Action item –
A single number is expected: the count of lines below where the word "Left" occurs.

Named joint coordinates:
=== Section Start ===

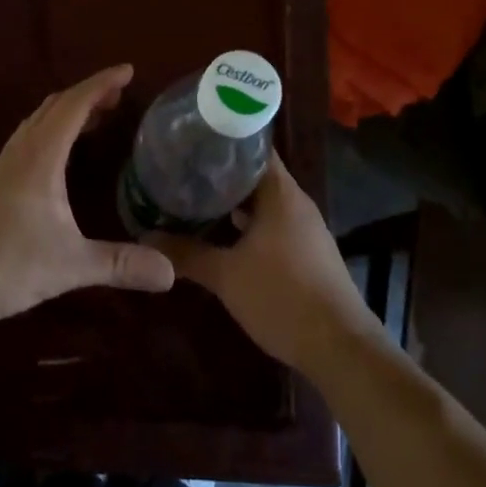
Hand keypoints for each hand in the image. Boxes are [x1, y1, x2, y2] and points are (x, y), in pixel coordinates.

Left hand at [0, 64, 175, 328]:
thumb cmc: (6, 263)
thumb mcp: (70, 264)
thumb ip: (120, 264)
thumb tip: (171, 273)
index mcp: (40, 155)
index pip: (75, 104)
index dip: (102, 83)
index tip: (128, 70)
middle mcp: (20, 151)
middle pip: (54, 106)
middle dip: (88, 95)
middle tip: (117, 96)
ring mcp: (1, 168)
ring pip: (37, 123)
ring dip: (66, 113)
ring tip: (94, 120)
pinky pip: (26, 141)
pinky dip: (50, 133)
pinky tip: (57, 161)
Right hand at [152, 156, 377, 373]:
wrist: (339, 347)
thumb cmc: (282, 297)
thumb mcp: (227, 276)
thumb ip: (187, 253)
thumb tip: (146, 237)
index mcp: (280, 192)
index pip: (251, 147)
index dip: (221, 140)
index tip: (190, 140)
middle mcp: (295, 202)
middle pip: (255, 174)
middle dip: (219, 174)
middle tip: (181, 171)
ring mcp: (304, 228)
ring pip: (262, 202)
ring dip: (232, 202)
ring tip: (193, 200)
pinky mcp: (306, 252)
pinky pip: (271, 224)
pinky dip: (247, 224)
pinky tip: (221, 236)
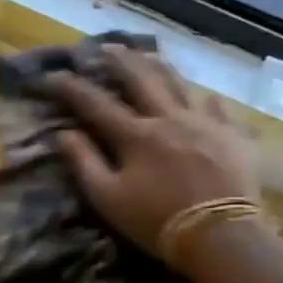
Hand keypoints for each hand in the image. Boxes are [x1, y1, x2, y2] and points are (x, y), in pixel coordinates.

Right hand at [43, 46, 259, 259]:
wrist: (220, 235)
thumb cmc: (157, 221)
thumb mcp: (109, 199)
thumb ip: (84, 163)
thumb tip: (62, 134)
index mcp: (135, 135)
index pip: (95, 103)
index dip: (70, 88)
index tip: (50, 76)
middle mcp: (168, 117)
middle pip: (140, 79)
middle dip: (119, 61)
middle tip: (105, 47)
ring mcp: (203, 122)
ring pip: (179, 83)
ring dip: (159, 67)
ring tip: (148, 55)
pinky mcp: (231, 134)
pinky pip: (216, 106)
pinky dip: (203, 98)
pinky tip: (202, 96)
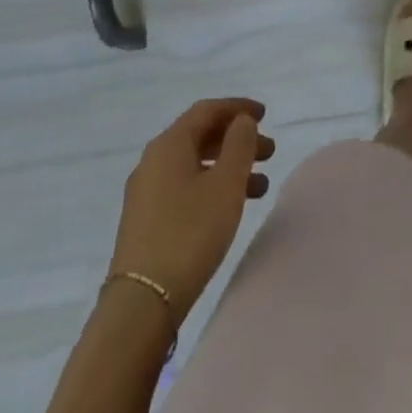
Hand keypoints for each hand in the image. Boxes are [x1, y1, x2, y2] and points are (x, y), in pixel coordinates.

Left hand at [107, 98, 275, 322]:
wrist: (141, 304)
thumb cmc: (189, 233)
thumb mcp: (226, 185)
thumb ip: (239, 145)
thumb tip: (241, 121)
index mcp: (169, 144)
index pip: (207, 110)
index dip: (238, 107)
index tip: (265, 115)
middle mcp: (154, 160)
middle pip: (201, 136)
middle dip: (237, 140)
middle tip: (270, 152)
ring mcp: (146, 192)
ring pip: (195, 165)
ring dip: (228, 167)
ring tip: (261, 186)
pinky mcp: (146, 221)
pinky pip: (185, 187)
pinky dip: (212, 187)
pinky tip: (230, 208)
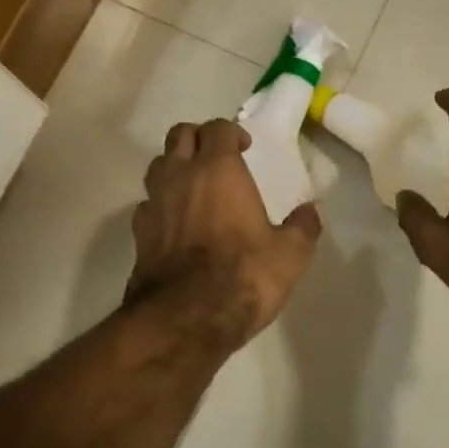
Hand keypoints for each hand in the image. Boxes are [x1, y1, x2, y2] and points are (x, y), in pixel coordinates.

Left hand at [126, 119, 321, 349]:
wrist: (185, 318)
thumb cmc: (244, 275)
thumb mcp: (290, 254)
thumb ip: (302, 227)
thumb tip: (310, 211)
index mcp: (218, 169)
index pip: (217, 129)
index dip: (231, 132)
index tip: (244, 147)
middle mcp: (180, 176)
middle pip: (179, 136)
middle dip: (198, 138)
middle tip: (216, 157)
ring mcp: (154, 203)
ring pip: (157, 165)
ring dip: (174, 167)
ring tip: (193, 186)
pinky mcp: (138, 233)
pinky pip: (146, 204)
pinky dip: (160, 204)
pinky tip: (174, 223)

=== Section End ===

Finished task –
3